--- START ---
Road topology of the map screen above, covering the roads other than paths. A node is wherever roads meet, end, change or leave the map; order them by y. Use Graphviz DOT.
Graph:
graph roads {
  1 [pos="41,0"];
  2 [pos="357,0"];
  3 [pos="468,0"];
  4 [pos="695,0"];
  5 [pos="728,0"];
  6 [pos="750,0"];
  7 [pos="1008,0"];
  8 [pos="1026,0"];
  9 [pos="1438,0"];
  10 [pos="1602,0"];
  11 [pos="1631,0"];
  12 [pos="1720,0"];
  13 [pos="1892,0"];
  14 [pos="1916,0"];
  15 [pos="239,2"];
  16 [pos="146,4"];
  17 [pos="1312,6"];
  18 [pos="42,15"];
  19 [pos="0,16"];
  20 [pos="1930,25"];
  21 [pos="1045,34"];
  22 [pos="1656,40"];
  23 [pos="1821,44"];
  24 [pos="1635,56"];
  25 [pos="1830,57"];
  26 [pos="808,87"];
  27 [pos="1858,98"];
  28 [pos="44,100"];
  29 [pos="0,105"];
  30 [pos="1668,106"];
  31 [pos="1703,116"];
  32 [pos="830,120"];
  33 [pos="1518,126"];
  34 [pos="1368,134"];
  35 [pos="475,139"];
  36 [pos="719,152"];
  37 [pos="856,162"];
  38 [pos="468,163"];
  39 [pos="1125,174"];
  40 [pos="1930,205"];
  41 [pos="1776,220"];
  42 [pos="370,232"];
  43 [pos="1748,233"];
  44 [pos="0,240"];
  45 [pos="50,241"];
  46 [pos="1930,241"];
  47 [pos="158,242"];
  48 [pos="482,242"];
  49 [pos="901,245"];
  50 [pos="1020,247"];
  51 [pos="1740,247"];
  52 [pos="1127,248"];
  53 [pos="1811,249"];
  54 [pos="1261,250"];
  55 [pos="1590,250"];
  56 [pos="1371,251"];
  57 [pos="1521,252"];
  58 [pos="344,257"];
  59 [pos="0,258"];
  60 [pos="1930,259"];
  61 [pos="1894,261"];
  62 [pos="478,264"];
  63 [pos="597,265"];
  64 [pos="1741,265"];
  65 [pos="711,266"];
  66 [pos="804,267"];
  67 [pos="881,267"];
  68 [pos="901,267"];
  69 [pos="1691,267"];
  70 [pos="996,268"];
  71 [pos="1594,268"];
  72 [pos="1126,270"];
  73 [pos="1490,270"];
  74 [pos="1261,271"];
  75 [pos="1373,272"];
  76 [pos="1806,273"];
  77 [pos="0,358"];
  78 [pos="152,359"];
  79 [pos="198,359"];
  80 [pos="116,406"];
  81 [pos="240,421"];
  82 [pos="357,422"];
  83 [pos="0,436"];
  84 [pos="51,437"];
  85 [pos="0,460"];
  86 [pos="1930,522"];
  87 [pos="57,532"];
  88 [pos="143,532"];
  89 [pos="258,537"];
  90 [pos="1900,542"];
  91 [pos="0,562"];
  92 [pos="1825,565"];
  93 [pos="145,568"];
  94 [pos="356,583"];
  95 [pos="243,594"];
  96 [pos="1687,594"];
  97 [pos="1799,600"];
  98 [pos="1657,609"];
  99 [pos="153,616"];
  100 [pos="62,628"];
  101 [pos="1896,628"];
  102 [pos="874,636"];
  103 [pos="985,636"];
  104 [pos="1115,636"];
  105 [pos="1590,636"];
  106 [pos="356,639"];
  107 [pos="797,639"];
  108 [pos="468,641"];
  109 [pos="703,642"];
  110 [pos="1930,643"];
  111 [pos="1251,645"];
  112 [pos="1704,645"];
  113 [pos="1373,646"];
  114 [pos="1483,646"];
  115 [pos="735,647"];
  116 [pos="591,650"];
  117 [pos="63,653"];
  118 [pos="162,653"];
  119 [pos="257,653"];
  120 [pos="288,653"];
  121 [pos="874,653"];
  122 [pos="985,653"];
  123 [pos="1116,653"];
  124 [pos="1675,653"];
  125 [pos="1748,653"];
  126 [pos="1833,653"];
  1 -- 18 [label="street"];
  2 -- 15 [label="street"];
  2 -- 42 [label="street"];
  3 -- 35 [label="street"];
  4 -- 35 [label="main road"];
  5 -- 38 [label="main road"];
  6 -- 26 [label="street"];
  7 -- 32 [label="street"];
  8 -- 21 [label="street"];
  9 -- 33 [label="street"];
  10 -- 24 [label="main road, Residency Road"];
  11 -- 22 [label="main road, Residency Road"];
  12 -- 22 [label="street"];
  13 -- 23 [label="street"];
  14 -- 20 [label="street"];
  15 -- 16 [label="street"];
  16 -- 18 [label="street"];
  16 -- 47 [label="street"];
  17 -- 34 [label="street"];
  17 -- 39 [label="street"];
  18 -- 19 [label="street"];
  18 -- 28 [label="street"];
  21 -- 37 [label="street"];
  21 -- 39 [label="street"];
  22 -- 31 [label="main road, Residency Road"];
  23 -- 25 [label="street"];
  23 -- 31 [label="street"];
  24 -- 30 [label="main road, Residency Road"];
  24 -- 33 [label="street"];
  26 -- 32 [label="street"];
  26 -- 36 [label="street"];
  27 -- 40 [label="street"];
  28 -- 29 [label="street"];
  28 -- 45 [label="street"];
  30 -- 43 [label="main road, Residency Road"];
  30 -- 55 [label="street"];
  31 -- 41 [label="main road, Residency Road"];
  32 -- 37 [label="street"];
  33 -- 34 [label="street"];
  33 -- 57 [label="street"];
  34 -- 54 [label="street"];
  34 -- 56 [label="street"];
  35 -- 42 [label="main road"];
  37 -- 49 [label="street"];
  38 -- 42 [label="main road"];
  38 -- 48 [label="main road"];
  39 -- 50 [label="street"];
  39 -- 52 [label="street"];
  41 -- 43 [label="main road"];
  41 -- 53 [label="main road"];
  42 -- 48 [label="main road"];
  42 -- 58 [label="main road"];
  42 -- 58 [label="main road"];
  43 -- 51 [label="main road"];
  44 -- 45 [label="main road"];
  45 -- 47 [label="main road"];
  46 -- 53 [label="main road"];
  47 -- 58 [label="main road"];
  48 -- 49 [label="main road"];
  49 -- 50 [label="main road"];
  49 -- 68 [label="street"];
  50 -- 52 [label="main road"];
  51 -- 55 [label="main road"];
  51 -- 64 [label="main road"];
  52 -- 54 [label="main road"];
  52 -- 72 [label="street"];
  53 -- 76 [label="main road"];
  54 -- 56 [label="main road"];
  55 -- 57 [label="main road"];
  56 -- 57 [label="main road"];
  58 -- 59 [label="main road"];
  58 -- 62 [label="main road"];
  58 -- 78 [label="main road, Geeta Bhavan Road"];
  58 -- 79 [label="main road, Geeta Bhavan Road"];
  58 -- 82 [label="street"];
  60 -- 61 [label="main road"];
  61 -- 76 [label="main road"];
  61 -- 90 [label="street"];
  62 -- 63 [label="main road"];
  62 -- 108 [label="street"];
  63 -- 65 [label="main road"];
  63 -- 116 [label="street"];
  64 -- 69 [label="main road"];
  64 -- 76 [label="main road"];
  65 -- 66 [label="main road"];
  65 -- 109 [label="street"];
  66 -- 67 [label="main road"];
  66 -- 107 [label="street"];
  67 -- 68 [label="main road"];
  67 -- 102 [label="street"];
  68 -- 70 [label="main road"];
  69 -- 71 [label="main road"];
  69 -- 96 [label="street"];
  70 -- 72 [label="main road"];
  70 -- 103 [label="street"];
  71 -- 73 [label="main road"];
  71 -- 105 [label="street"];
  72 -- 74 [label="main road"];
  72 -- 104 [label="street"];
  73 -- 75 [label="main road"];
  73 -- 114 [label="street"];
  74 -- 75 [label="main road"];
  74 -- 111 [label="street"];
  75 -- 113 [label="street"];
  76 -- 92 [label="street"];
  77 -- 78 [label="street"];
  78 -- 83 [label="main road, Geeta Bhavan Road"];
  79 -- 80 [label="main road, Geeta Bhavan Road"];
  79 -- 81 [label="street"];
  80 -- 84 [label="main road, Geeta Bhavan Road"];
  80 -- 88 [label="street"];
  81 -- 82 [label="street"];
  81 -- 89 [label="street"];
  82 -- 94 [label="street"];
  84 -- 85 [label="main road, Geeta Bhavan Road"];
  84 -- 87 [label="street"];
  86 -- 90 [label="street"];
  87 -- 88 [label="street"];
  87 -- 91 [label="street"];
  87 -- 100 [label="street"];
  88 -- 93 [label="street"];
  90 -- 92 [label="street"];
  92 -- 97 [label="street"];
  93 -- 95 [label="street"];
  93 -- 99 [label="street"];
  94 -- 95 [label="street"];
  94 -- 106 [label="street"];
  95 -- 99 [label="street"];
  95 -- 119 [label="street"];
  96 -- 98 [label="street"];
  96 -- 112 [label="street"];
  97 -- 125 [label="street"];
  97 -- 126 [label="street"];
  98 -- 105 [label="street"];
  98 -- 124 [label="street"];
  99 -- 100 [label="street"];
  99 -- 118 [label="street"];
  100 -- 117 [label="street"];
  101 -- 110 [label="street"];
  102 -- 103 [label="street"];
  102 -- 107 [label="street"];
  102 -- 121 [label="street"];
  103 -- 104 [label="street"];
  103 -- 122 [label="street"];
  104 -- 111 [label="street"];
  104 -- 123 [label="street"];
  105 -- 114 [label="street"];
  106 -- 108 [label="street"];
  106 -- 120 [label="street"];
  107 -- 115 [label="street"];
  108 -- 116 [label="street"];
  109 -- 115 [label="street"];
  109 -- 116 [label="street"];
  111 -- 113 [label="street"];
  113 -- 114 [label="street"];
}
--- END ---
**WORK REQUIRED:** Go through the records above and report how many lines contain "Residency". Write the number only.

**ANSWER TO THE EXERCISE:** 6